**Your task:**
Reproduce the records that follow exactly; any picture among them stays out.

Provided material below:

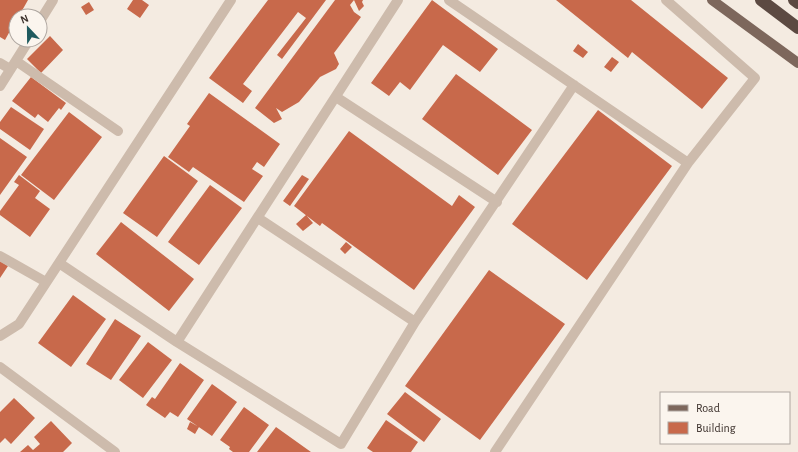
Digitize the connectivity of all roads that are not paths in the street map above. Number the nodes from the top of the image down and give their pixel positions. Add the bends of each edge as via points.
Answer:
1 (231, 0) edge
2 (398, 0) edge
3 (449, 0) edge
4 (666, 0) edge
5 (712, 0) edge
6 (761, 0) edge
7 (794, 0) edge
8 (798, 3) edge
9 (798, 28) edge
10 (23, 48) edge
11 (798, 63) edge
12 (0, 64) edge
13 (13, 65) junction
14 (574, 85) junction
15 (0, 86) edge
16 (336, 97) junction
17 (118, 131) dead end
18 (688, 163) junction
19 (497, 202) junction
20 (258, 218) junction
21 (0, 256) edge
22 (59, 263) junction
23 (46, 282) junction
24 (415, 322) junction
25 (0, 336) edge
26 (177, 342) junction
27 (0, 366) edge
28 (115, 452) edge
29 (494, 452) edge

1 - 22 street
2 - 16 street
3 - 14 street
4 - 18 street via 755,78
5 - 11 main road
6 - 9 highway
7 - 8 highway
10 - 13 street
12 - 13 street
13 - 15 street
13 - 17 street
14 - 18 street
14 - 19 street
16 - 19 street
16 - 20 street
18 - 29 street
19 - 24 street
20 - 24 street
20 - 26 street
21 - 23 street
22 - 23 street
22 - 26 street
23 - 25 street via 19,324
24 - 26 street via 341,444
27 - 28 street

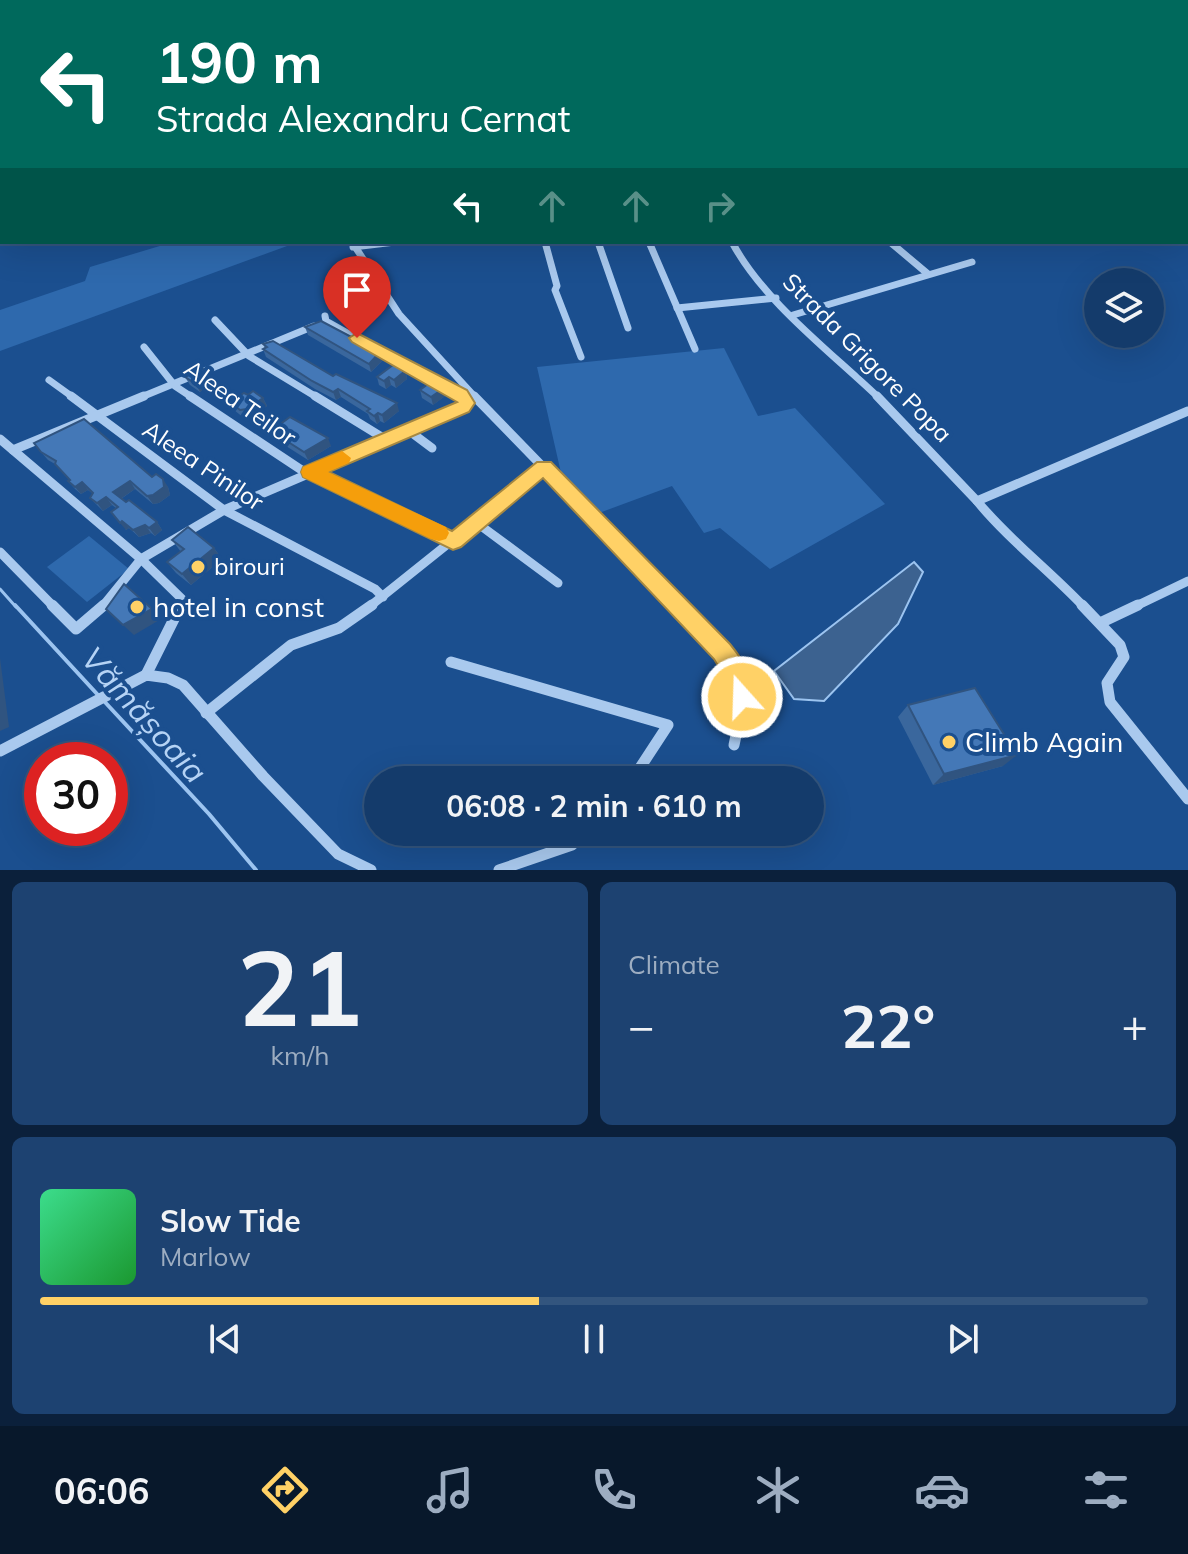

End of Provided material.

**Task response:**
Digitize the connectivity of all roads that are not paths in the street map above. Number the nodes from the top of the image down and give their pixel positions. Add the bends of each edge as via points.
Answer:
1 (231, 0) edge
2 (398, 0) edge
3 (449, 0) edge
4 (666, 0) edge
5 (712, 0) edge
6 (761, 0) edge
7 (794, 0) edge
8 (798, 3) edge
9 (798, 28) edge
10 (23, 48) edge
11 (798, 63) edge
12 (0, 64) edge
13 (13, 65) junction
14 (574, 85) junction
15 (0, 86) edge
16 (336, 97) junction
17 (118, 131) dead end
18 (688, 163) junction
19 (497, 202) junction
20 (258, 218) junction
21 (0, 256) edge
22 (59, 263) junction
23 (46, 282) junction
24 (415, 322) junction
25 (0, 336) edge
26 (177, 342) junction
27 (0, 366) edge
28 (115, 452) edge
29 (494, 452) edge

1 - 22 street
2 - 16 street
3 - 14 street
4 - 18 street via 755,78
5 - 11 main road
6 - 9 highway
7 - 8 highway
10 - 13 street
12 - 13 street
13 - 15 street
13 - 17 street
14 - 18 street
14 - 19 street
16 - 19 street
16 - 20 street
18 - 29 street
19 - 24 street
20 - 24 street
20 - 26 street
21 - 23 street
22 - 23 street
22 - 26 street
23 - 25 street via 19,324
24 - 26 street via 341,444
27 - 28 street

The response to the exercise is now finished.